Creating a muscle building diet plan can be quite difficult as each plan should be carefully tailored to meet the needs of each individual. With the huge amount of circulating misinformation and confusion when it comes to nutrition, people tend to get lost or don’t know what they should be eating. In order to maximize ones muscle building diet plan, certain rules and information need to be considered and understood.
The most logical idea in creating a great diet plan is to keep it simple. This enables a person to stick with it easily and be able to achieve the long term results that they desire. The greatest mistake often seen is when people tend to choose a fast fixed complicated diet plan.
Being highly motivated in its early stages, they easily adhere to such plans over periods of weeks or months only to lose motivation at the end and go back to their old ways of eating. This type of diet is known as the yoyo diet. Keeping to a simple and comfortable eating plan will ensure a successful muscle building nutrition program.
Another good tip to follow in creating a diet plan is to maintain a healthy 6 small frequent meals per day or spacing meals between three hours. This ensures that there is a constant flow of energy into the body. Eating the regular three meals per day wont work as muscle building is a very active form of exercise. By spacing your meals to 6 meals a day, you maintain a state homeostasis and anabolism. This type of diet also enhances nutrient absorption and prevents an individual from overstuffing.
It is often quoted that a diet should contain 40 percent carbohydrates, 40 percent protein and 20 percent fat. But the appropriate type of diet should be created according to each individual’s needs.
Protein provides the essential amino acids for muscle repair and growth. In a healthy diet, the general rule is to take 1 gram of protein for every pound of bodyweight. This should also be subdivided within the 6 small frequent meal program.
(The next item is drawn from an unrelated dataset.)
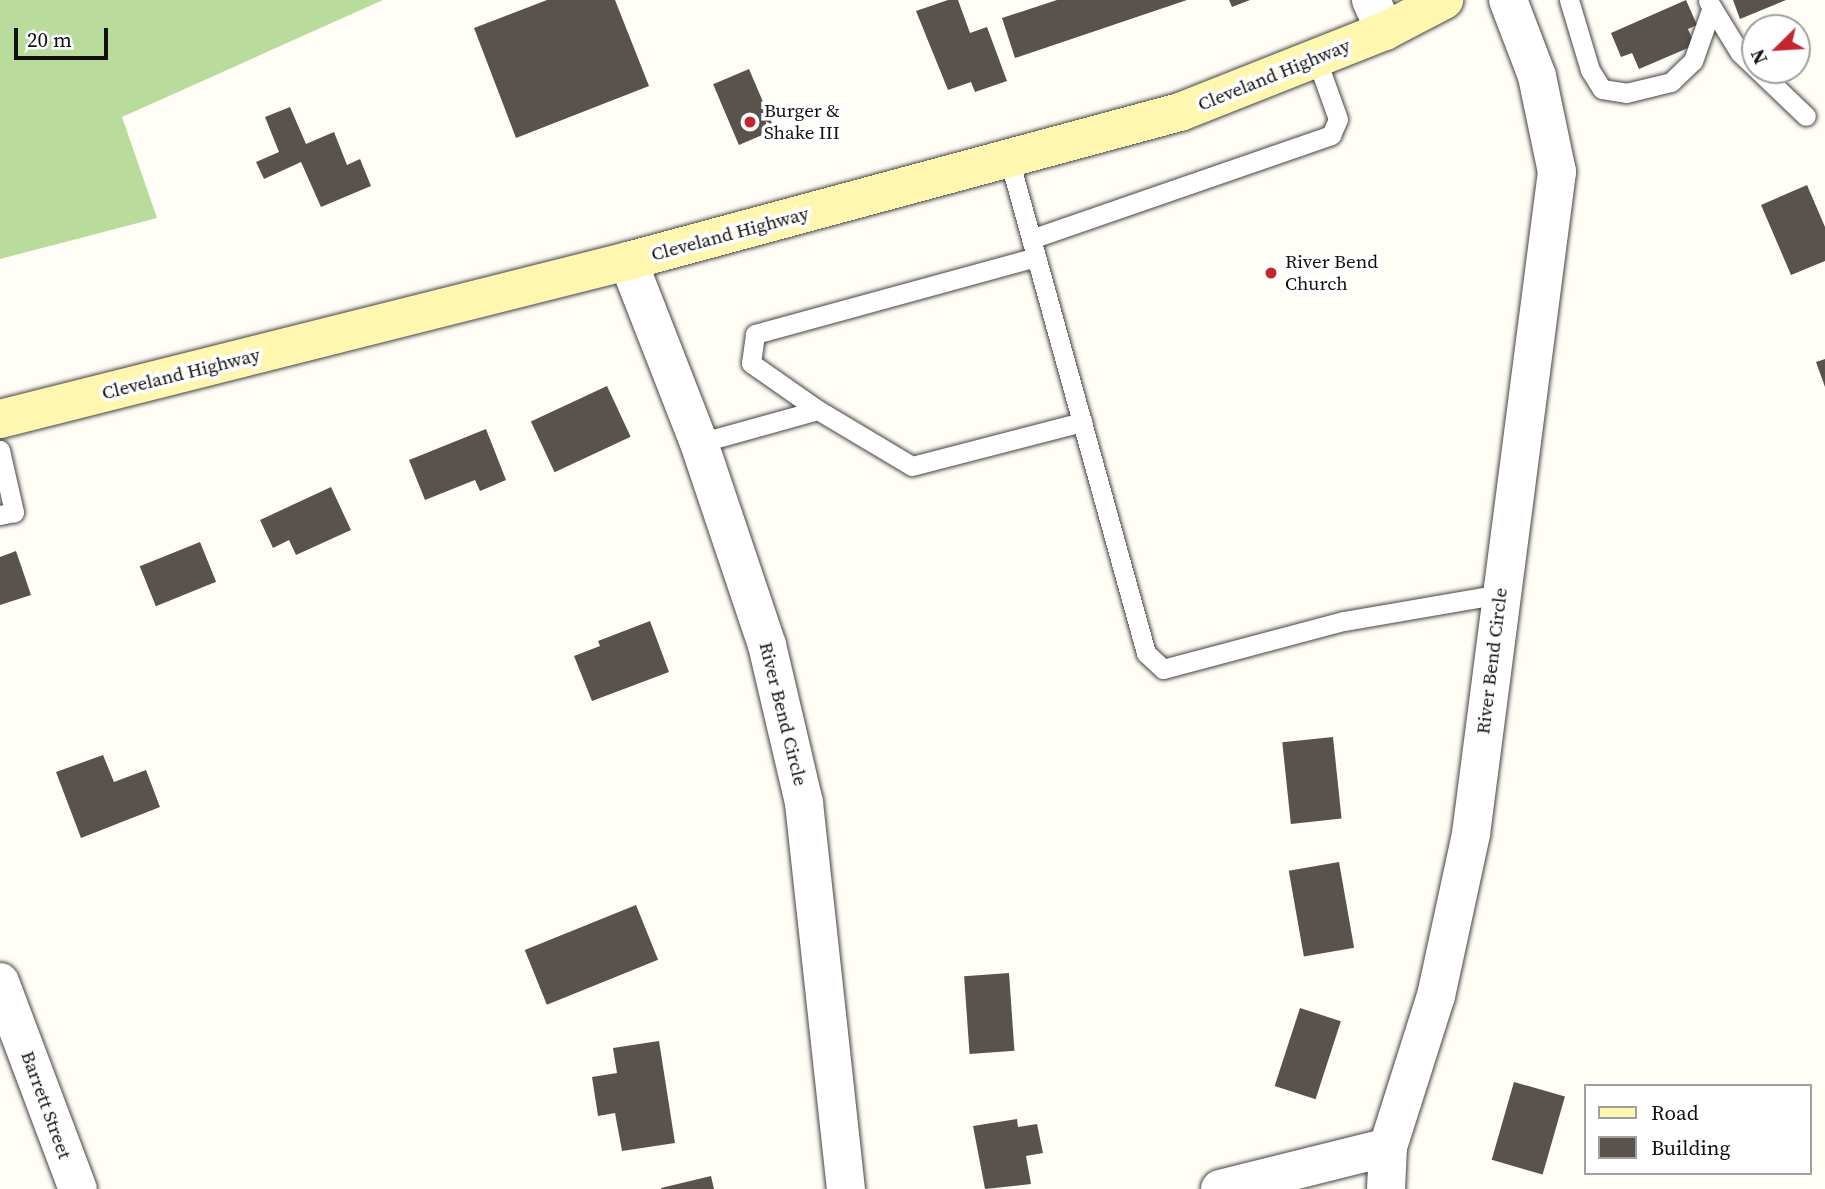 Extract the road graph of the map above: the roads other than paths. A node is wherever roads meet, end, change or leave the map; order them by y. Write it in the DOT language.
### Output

Remember to incorporate a good source of high quality protein such as lean meats, fish products and dairy products.
Carbohydrates are considered the protein sparing nutrients since they inhibit the breakdown of proteins to simple sugars. The required dietary intake for a muscle building diet plan should be 3 grams for every pound of bodyweight. However, this requirement can be tailored according to needs. Fat eliminating diets should incorporate 1 to 1.5 grams of carbohydrate only for every pound of body weight. Intake of carbohydrate should be subdivided accordingly within the small frequent meal plan. 25 percent of carbohydrate intake should be during breakfast and after working out. The rest of the requirement should be spread among the remaining part.
Fat intake is almost achieved when there is an appropriate intake of protein. Fats are a greater source of energy, supplying 9 calories per gram of fat. Remember to incorporate healthy fats such as fish oils in your diet plan.
In summary, a muscle building diet plan will only be effective when this is simple, comfortable and well fitted to the needs of an individual. Remember that each person has his or her own metabolic needs thus certain adjustments should be incorporated in the preparation of every muscle building diet plan.